# how do i install a lift kit ?



## montreal (Oct 29, 2009)

hi everyone , i want to lift my 2006 kawi 360 prairie by an inch or 2, never done this before.can it be a diy project? also where is the best place online to purchase the pieces and what do i need exactly? Any help would be appreciated - happy riding to all......


----------



## 08GreenBrute (Jul 13, 2009)

yea you can do it your self its not hard. as far as where to order it depends on how much you want to spend


----------



## montreal (Oct 29, 2009)

thanks for the reply Brute - do you have any websites to recomend? or any kits to recomend? as for pricing, i'm pretty flexible...


----------



## Polaris425 (Dec 16, 2004)

Check with Xtreme Lifts (google is your friend) see if they have a lift kit for it, or SSATV they might have a kit. Both are reputable companies.
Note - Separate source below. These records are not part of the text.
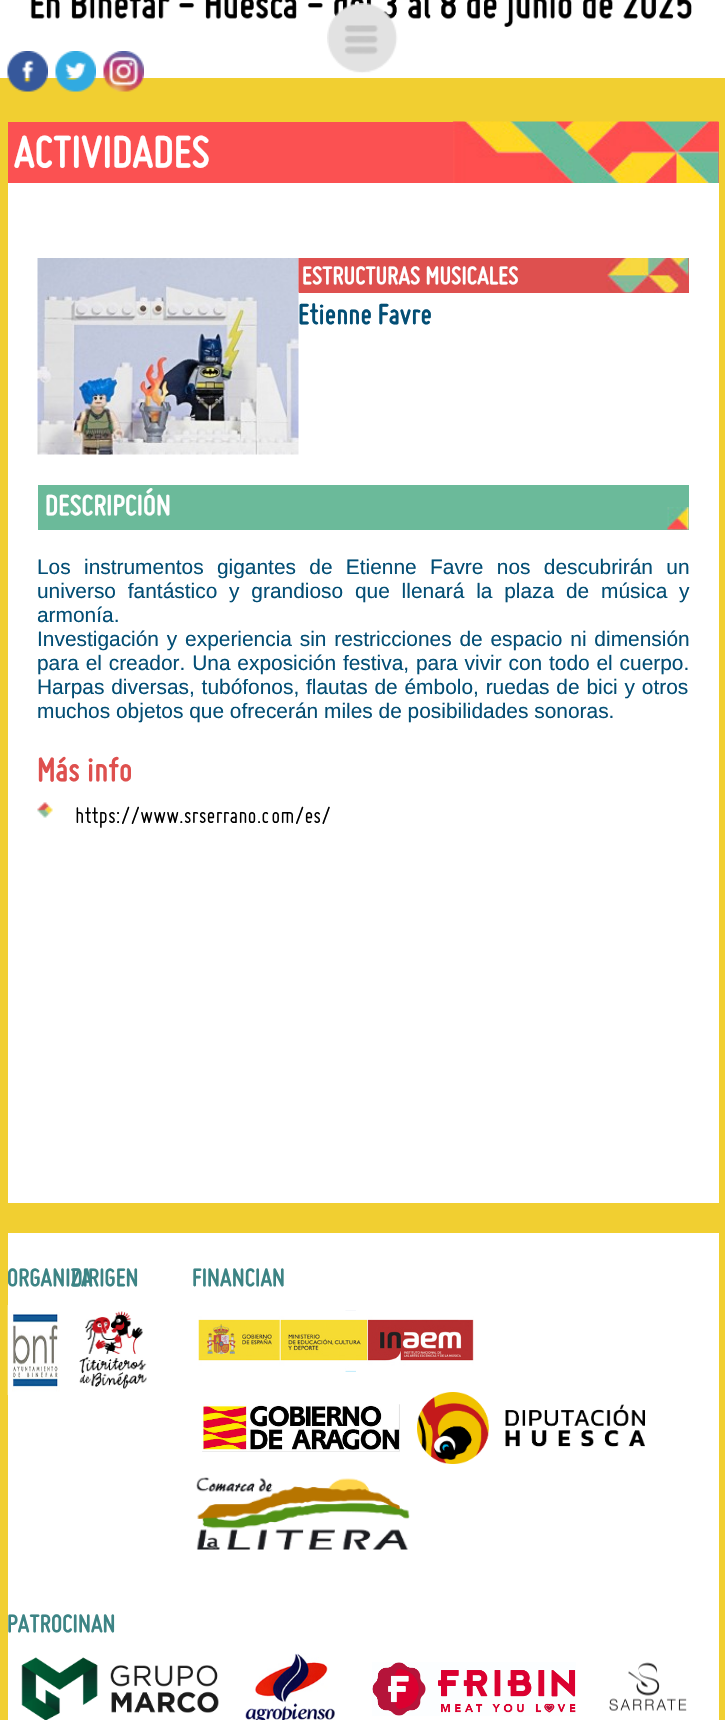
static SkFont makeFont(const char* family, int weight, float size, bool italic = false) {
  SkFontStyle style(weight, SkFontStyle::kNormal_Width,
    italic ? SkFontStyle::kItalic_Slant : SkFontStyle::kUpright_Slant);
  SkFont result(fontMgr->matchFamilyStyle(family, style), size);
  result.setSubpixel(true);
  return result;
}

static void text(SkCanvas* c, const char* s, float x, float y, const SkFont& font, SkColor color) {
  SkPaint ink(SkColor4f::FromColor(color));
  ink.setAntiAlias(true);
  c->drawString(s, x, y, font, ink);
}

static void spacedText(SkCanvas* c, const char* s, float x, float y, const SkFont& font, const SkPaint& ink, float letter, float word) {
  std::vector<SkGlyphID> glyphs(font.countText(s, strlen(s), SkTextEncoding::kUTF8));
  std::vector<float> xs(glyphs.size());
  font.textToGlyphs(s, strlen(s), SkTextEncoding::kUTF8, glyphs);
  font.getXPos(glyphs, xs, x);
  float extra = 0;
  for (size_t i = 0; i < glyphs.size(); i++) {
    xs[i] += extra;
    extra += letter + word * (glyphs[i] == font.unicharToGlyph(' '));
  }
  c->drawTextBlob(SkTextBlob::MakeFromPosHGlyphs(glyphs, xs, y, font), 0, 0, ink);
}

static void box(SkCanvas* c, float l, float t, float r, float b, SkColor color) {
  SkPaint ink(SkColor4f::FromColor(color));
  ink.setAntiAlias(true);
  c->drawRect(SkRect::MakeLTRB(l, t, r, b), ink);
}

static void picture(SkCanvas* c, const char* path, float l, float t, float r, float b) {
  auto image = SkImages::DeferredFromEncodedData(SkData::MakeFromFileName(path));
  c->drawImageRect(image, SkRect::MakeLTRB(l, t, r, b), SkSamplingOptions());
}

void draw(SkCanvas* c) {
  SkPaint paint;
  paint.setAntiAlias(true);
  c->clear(0xfff1cf31);
  box(c, 0, 0, 725, 78, 0xffffffff);
  picture(c, "img_01.png", 30, 0, 692, 27);
  picture(c, "img_02.png", 7, 51, 48, 92);
  picture(c, "img_03.png", 55, 51, 96, 92);
  picture(c, "img_04.png", 103, 51, 144, 92);
  picture(c, "img_05.png", 327, 3, 398, 73);
  box(c, 8, 122, 719, 183, 0xfffb5152);
  picture(c, "img_06.png", 453, 121, 719, 183);
  SkFont face1 = makeFont("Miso", 700, 48, true);
  text(c, "ACTIVIDADES", 14, 167, face1, 0xffffffff);
  box(c, 8, 183, 719, 1203, 0xffffffff);
  picture(c, "img_07.png", 37, 258, 299, 455);
  box(c, 299, 258, 689, 293, 0xffde504f);
  picture(c, "img_08.png", 298, 258, 689, 293);
  SkFont face2 = makeFont("Miso", 700, 27, true);
  text(c, "ESTRUCTURAS MUSICALES", 302, 284, face2, 0xffffffff);
  SkFont face3 = makeFont("Miso", 700, 31, true);
  text(c, "Etienne Favre", 298, 324, face3, 0xff034e75);
  box(c, 38, 485, 689, 530, 0xff6bba9a);
  picture(c, "img_09.png", 667, 507, 689, 530);
  text(c, "DESCRIPCIÓN", 45, 515, face3, 0xffffffff);
  SkFont face4 = makeFont("Liberation Sans", 400, 20.9f);
  paint.setColor(0xff034e75);
  spacedText(c, "Los instrumentos gigantes de Etienne Favre nos descubrirán un", 37, 574, face4, paint, 0, 7.5f);
  spacedText(c, "universo fantástico y grandioso que llenará la plaza de música y", 37, 598, face4, paint, 0, 6);
  text(c, "armonía.", 37, 622, face4, 0xff034e75);
  spacedText(c, "Investigación y experiencia sin restricciones de espacio ni dimensión", 37, 646, face4, paint, 0, 2);
  spacedText(c, "para el creador. Una exposición festiva, para vivir con todo el cuerpo.", 37, 670, face4, paint, 0, 1);
  spacedText(c, "Harpas diversas, tubófonos, flautas de émbolo, ruedas de bici y otros", 37, 694, face4, paint, 0, 1);
  text(c, "muchos objetos que ofrecerán miles de posibilidades sonoras.", 37, 718, face4, 0xff034e75);
  SkFont face5 = makeFont("Miso", 700, 36, true);
  text(c, "Más info", 37, 781, face5, 0xffde504e);
  picture(c, "img_10.png", 37, 802, 53, 818);
  SkFont face6 = makeFont("Miso", 400, 24, true);
  text(c, "https://www.srserrano.com/es/", 75, 823, face6, 0xff000000);
  box(c, 8, 1233, 719, 1720, 0xffffffff);
  text(c, "ORGANIZA", 7, 1286, face2, 0xff3d8485);
  picture(c, "img_11.png", 7, 1305, 60, 1395);
  text(c, "DIRIGEN", 71, 1286, face2, 0xff3d8485);
  picture(c, "img_12.png", 79, 1311, 147, 1389);
  text(c, "FINANCIAN", 192, 1286, face2, 0xff3d8485);
  picture(c, "img_13.png", 198, 1310, 474, 1372);
  picture(c, "img_14.png", 202, 1404, 400, 1452);
  picture(c, "img_15.png", 417, 1392, 645, 1464);
  picture(c, "img_16.png", 196, 1477, 410, 1550);
  text(c, "PATROCINAN", 7, 1632, face2, 0xff3d8485);
  picture(c, "img_17.png", 21, 1657, 219, 1720);
  picture(c, "img_18.png", 245, 1653, 335, 1720);
  picture(c, "img_19.png", 372, 1662, 576, 1716);
  picture(c, "img_20.png", 609, 1662, 687, 1711);
}
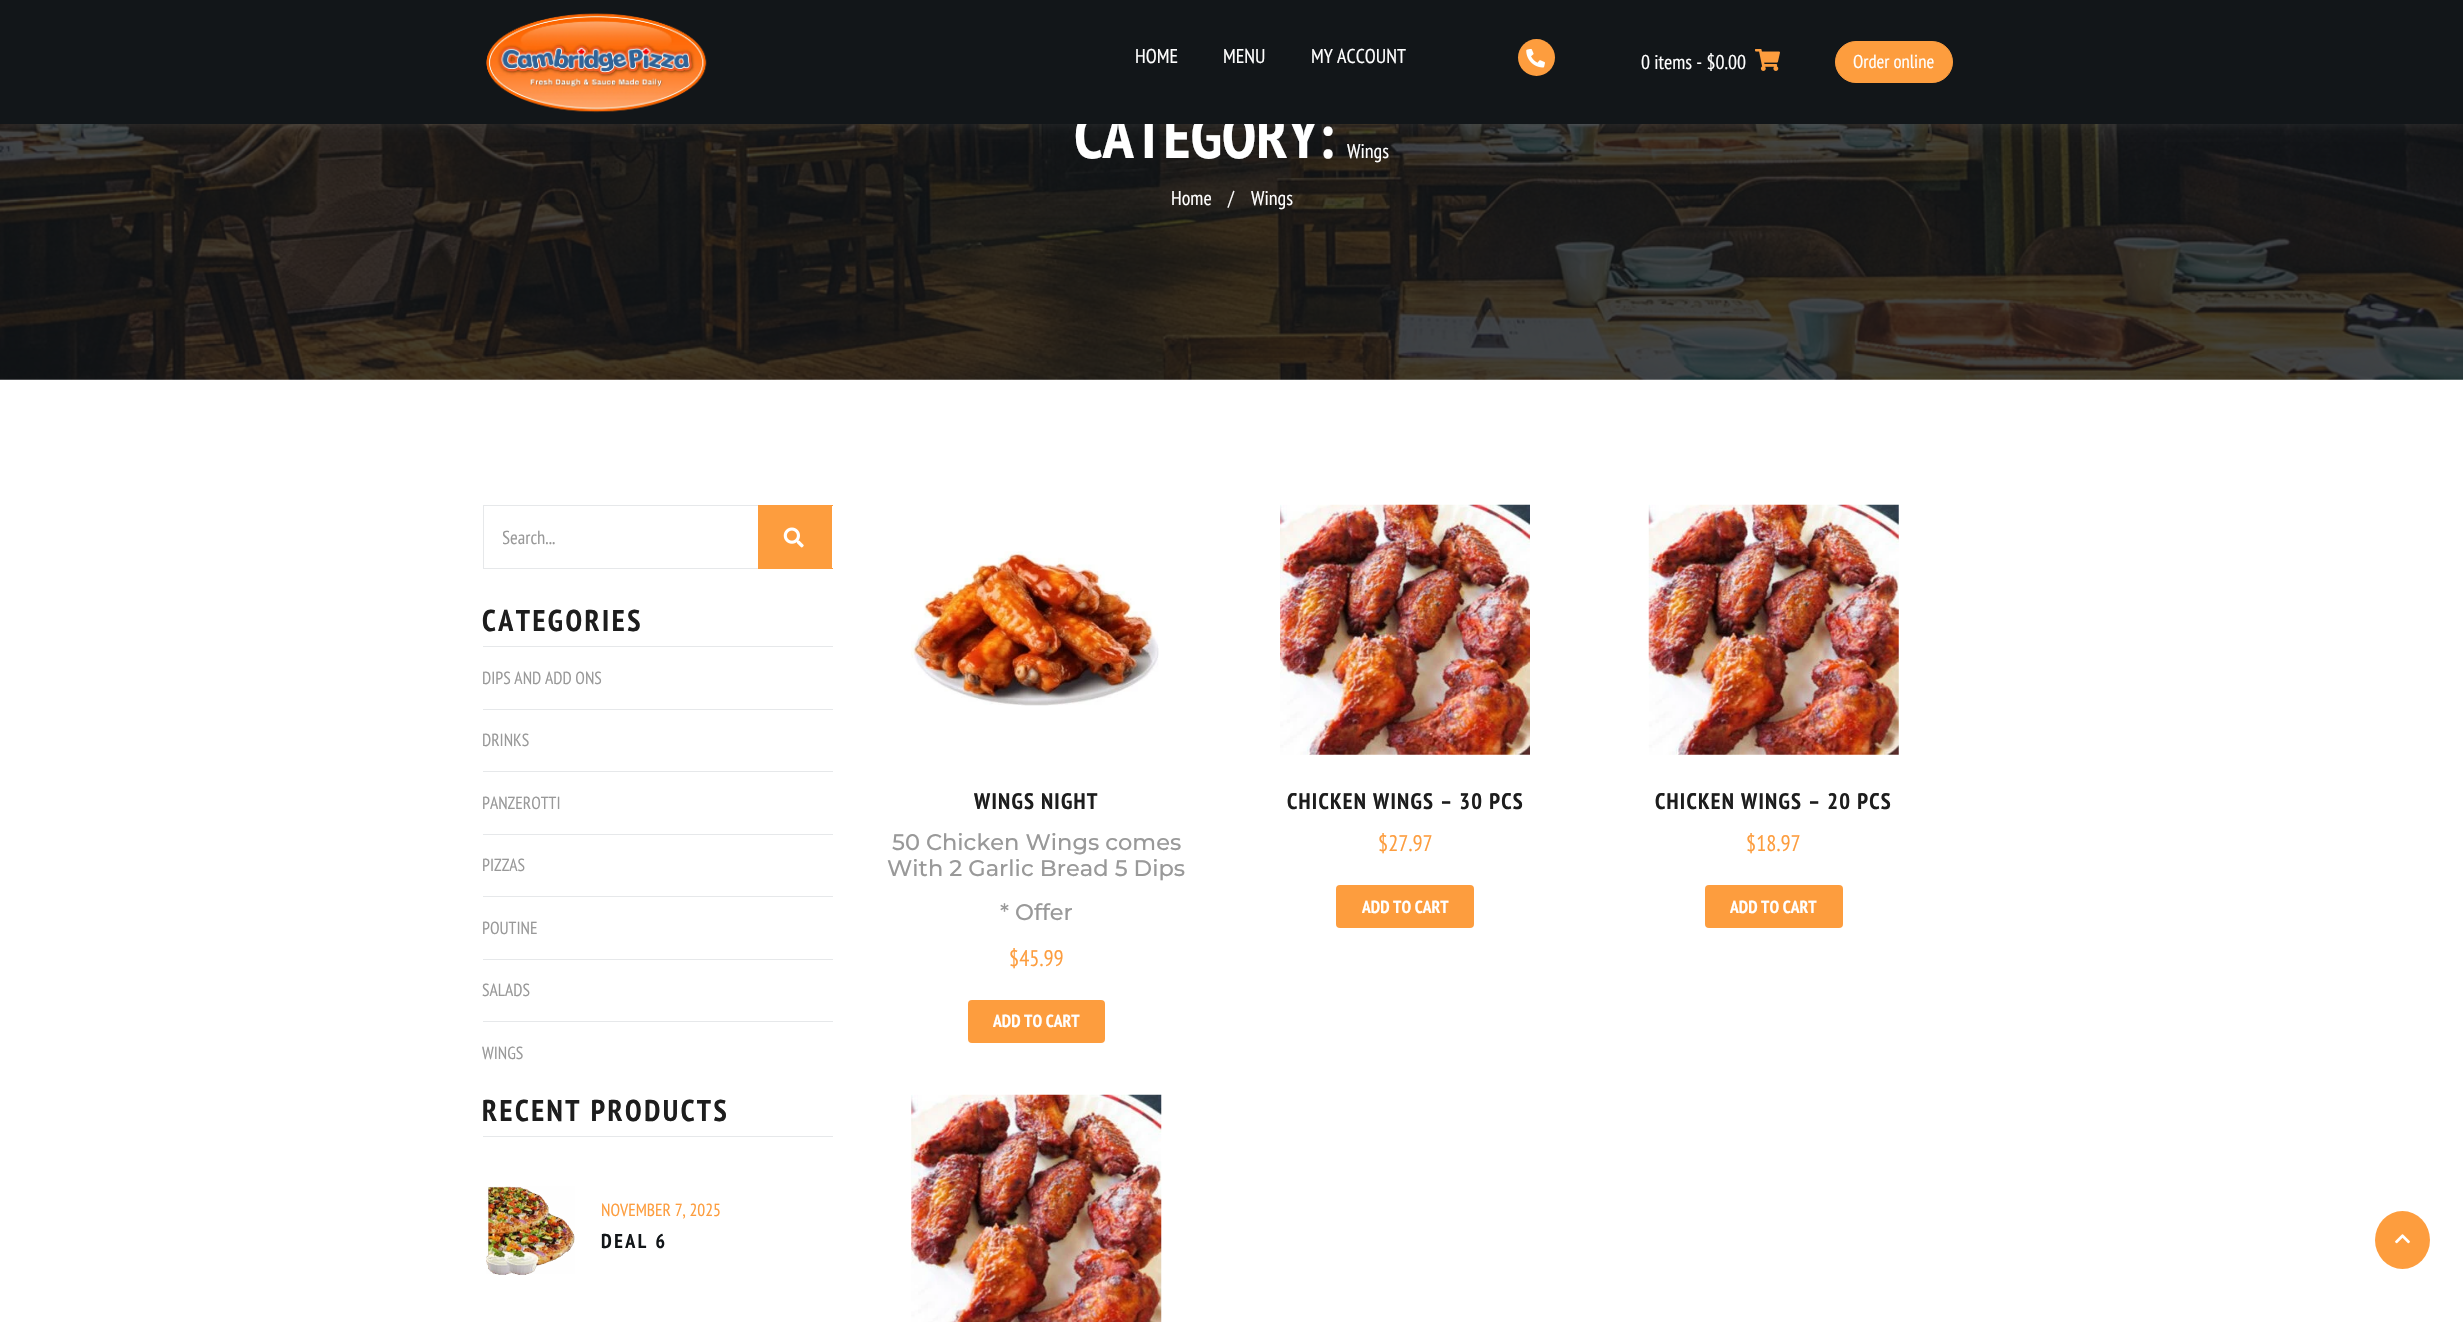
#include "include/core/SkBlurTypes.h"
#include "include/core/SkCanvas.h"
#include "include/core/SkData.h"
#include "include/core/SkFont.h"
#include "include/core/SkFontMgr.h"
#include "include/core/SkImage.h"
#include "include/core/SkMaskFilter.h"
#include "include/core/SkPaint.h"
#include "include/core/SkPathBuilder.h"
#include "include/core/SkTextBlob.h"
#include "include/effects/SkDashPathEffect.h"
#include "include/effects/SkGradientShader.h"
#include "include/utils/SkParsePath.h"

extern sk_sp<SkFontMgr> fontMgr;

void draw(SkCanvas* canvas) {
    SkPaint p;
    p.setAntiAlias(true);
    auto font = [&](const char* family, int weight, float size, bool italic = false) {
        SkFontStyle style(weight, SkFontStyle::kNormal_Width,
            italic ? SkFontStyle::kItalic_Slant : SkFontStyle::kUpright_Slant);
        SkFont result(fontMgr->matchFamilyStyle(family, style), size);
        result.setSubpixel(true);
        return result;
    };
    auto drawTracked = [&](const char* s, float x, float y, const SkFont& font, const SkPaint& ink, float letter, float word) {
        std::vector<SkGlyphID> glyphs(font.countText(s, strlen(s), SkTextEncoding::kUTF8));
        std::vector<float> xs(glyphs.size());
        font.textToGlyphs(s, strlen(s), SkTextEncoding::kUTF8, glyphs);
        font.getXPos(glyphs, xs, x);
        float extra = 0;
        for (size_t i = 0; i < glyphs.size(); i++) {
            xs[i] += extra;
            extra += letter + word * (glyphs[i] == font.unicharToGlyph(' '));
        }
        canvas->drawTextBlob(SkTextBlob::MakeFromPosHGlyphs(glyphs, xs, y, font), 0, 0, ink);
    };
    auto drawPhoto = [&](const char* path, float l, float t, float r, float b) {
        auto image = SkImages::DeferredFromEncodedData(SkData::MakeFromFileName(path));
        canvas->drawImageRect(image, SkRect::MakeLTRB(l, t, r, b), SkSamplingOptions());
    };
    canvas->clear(0xFFFFFFFF);
    drawPhoto("media/4.png", 0, 124, 2463, 380);
    p.setColor(0x1AFFFFFF);
    p.setMaskFilter(SkMaskFilter::MakeBlur(kNormal_SkBlurStyle, 6));
    canvas->drawRect(SkRect::MakeLTRB(0, 0, 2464, 124), p);
    p.setMaskFilter(nullptr);
    auto font1 = font("PT Sans Narrow", 700, 62.5f);
    p.setColor(0xFFFFFFFF);
    canvas->drawString("CATEGORY:", 1074, 158, font1, p);
    p.setColor(0xFF121619);
    canvas->drawRect(SkRect::MakeLTRB(0, 0, 2463, 124), p);
    drawPhoto("media/1.png", 486, 13, 707, 113);
    auto font2 = font("PT Sans Narrow", 400, 20);
    p.setColor(0xFFFFFFFF);
    {
        const struct { const char* s; float x, y; } items[] = {
            {"HOME", 1135, 63},
            {"MENU", 1223, 63},
            {"MY ACCOUNT", 1311, 63},
        };
        for (auto [s, x, y] : items) {
            canvas->drawString(s, x, y, font2, p);
        }
    }
    p.setColor(0xFFFD9D3E);
    canvas->drawCircle(1536.5f, 57.5f, 18.5f, p);
    drawPhoto("media/2.png", 1526, 49, 1545, 68);
    p.setColor(0xFFFFFFFF);
    canvas->drawString("0 items - $0.00", 1641, 69, font2, p);
    drawPhoto("media/3.png", 1755, 49, 1780, 71);
    p.setColor(0xFFFD9D3E);
    canvas->drawRoundRect(SkRect::MakeLTRB(1835.5f, 41.5f, 1952.5f, 82.5f), 20.5f, 20.5f, p);
    p.setStyle(SkPaint::kStroke_Style);
    p.setStrokeWidth(1);
    canvas->drawRoundRect(SkRect::MakeLTRB(1835.5f, 41.5f, 1952.5f, 82.5f), 20.5f, 20.5f, p);
    auto font3 = font("PT Sans Narrow", 400, 18.75f);
    p.setStyle(SkPaint::kFill_Style);
    p.setColor(0xFFFFFFFF);
    canvas->drawString("Order online", 1853, 68, font3, p);
    {
        const struct { const char* s; float x, y; } items[] = {
            {"Wings", 1347, 158},
            {"Home", 1171, 205},
            {"/", 1228, 205},
            {"Wings", 1251, 205},
        };
        for (auto [s, x, y] : items) {
            canvas->drawString(s, x, y, font2, p);
        }
    }
    {
        const struct { float l, t, r, b; SkColor color; } items[] = {
            {483, 505, 758, 506, 0xFFE6E8EA},
            {483, 568, 758, 569, 0xFFE6E8EA},
            {483, 505, 484, 569, 0xFFE6E8EA},
        };
        for (auto [l, t, r, b, color] : items) {
            p.setColor(color);
            canvas->drawRect(SkRect::MakeLTRB(l, t, r, b), p);
        }
    }
    canvas->save();
    canvas->clipRect(SkRect::MakeLTRB(503, 525, 734, 549));
    p.setColor(0xFF999999);
    canvas->drawString("Search...", 502, 544, font3, p);
    canvas->restore();
    {
        const struct { float l, t, r, b; SkColor color; } items[] = {
            {758, 506, 831, 568, 0xFFFD9D3E},
            {758, 505, 833, 506, 0xFFFD9D3E},
            {831, 505, 832, 569, 0xFFFD9D3E},
            {758, 568, 833, 569, 0xFFFD9D3E},
        };
        for (auto [l, t, r, b, color] : items) {
            p.setColor(color);
            canvas->drawRect(SkRect::MakeLTRB(l, t, r, b), p);
        }
    }
    drawPhoto("media/5.png", 783, 527, 804, 548);
    auto font4 = font("PT Sans Narrow", 700, 30);
    p.setColor(0xFF1D1D1D);
    drawTracked("CATEGORIES", 482, 631, font4, p, 2.5f, 0);
    p.setColor(0xFFE6E8EA);
    canvas->drawRect(SkRect::MakeLTRB(483, 646, 833, 647), p);
    auto font5 = font("PT Sans Narrow", 400, 17.5f);
    p.setColor(0xFF999999);
    canvas->drawString("DIPS AND ADD ONS", 482, 684, font5, p);
    p.setColor(0xFFE6E8EA);
    canvas->drawRect(SkRect::MakeLTRB(483, 709, 833, 710), p);
    p.setColor(0xFF999999);
    canvas->drawString("DRINKS", 482, 746, font5, p);
    p.setColor(0xFFE6E8EA);
    canvas->drawRect(SkRect::MakeLTRB(483, 771, 833, 772), p);
    p.setColor(0xFF999999);
    canvas->drawString("PANZEROTTI", 482, 809, font5, p);
    p.setColor(0xFFE6E8EA);
    canvas->drawRect(SkRect::MakeLTRB(483, 834, 833, 835), p);
    p.setColor(0xFF999999);
    canvas->drawString("PIZZAS", 482, 871, font5, p);
    p.setColor(0xFFE6E8EA);
    canvas->drawRect(SkRect::MakeLTRB(483, 896, 833, 897), p);
    p.setColor(0xFF999999);
    canvas->drawString("POUTINE", 482, 934, font5, p);
    p.setColor(0xFFE6E8EA);
    canvas->drawRect(SkRect::MakeLTRB(483, 959, 833, 960), p);
    p.setColor(0xFF999999);
    canvas->drawString("SALADS", 482, 996, font5, p);
    p.setColor(0xFFE6E8EA);
    canvas->drawRect(SkRect::MakeLTRB(483, 1021, 833, 1022), p);
    p.setColor(0xFF999999);
    canvas->drawString("WINGS", 482, 1059, font5, p);
    p.setColor(0xFFE6E8EA);
    canvas->drawRect(SkRect::MakeLTRB(483, 1136, 833, 1137), p);
    p.setColor(0xFF1D1D1D);
    drawTracked("RECENT PRODUCTS", 482, 1121, font4, p, 2.5f, 0);
    drawPhoto("media/6.png", 486, 1186, 575, 1275);
    p.setColor(0xFFFD9D3E);
    canvas->drawString("NOVEMBER 7, 2025", 601, 1216, font5, p);
    auto font6 = font("PT Sans Narrow", 700, 20);
    p.setColor(0xFF121619);
    drawTracked("DEAL 6", 601, 1248, font6, p, 2.5f, 0);
    drawPhoto("media/7.png", 911, 551, 1159, 706);
    auto font7 = font("PT Sans Narrow", 700, 22.5f);
    p.setColor(0xFF1D1D1D);
    drawTracked("WINGS NIGHT", 974, 809, font7, p, 1.25f, 0);
    auto font8 = font("Montserrat", 500, 22.5f);
    p.setColor(0xFF999999);
    {
        const struct { const char* s; float x, y; } items[] = {
            {"50 Chicken Wings comes", 892, 850},
            {"With 2 Garlic Bread 5 Dips", 887, 876},
            {"* Offer", 1000, 920},
        };
        for (auto [s, x, y] : items) {
            canvas->drawString(s, x, y, font8, p);
        }
    }
    auto font9 = font("PT Sans Narrow", 400, 22.5f);
    p.setColor(0xFFFD9D3E);
    canvas->drawString("$45.99", 1009, 966, font9, p);
    canvas->drawRoundRect(SkRect::MakeLTRB(968, 1000, 1105, 1043), 4, 4, p);
    auto font10 = font("PT Sans Narrow", 700, 17.5f);
    p.setColor(0xFFFFFFFF);
    canvas->drawString("ADD TO CART", 993, 1027, font10, p);
    drawPhoto("media/8.png", 1280, 504, 1530, 755);
    p.setColor(0xFF1D1D1D);
    drawTracked("CHICKEN WINGS – 30 PCS", 1287, 809, font7, p, 1.25f, 0);
    p.setColor(0xFFFD9D3E);
    canvas->drawString("$27.97", 1378, 851, font9, p);
    canvas->drawRoundRect(SkRect::MakeLTRB(1336, 885, 1474, 928), 4, 4, p);
    p.setColor(0xFFFFFFFF);
    canvas->drawString("ADD TO CART", 1362, 913, font10, p);
    drawPhoto("media/9.png", 1648, 504, 1899, 755);
    p.setColor(0xFF1D1D1D);
    drawTracked("CHICKEN WINGS – 20 PCS", 1655, 809, font7, p, 1.25f, 0);
    p.setColor(0xFFFD9D3E);
    canvas->drawString("$18.97", 1746, 851, font9, p);
    canvas->drawRoundRect(SkRect::MakeLTRB(1705, 885, 1843, 928), 4, 4, p);
    p.setColor(0xFFFFFFFF);
    canvas->drawString("ADD TO CART", 1730, 913, font10, p);
    drawPhoto("media/10.png", 911, 1094, 1162, 1322);
    p.setColor(0xFFFD9D3E);
    canvas->drawOval(SkRect::MakeLTRB(2375, 1211, 2430, 1269), p);
    drawPhoto("media/11.png", 2395, 1234, 2410, 1244);
}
Again, with SSATV google is your friend.


----------



## montreal (Oct 29, 2009)

Thanks!


----------



## MUDDIE49 (Aug 30, 2009)

*EZ install 2 inch lift..*

I just did my 2009 sportsman tonight...it took me about 2 hours with the EZ install 2 inch lift...that i bought at Super ATV...it was pretty easy to install and i had alot of fun doing it.I did'nt want to go any higher because of having axle problems and it looks pretty good and i did take it for a spin and it does drive alot different, but i'm happy with it and i'll post pictures of it in the next day or so....of before and after and it did make a difference being only lifted 2 inches, i was surprised....MUDDIE49:rockn:


----------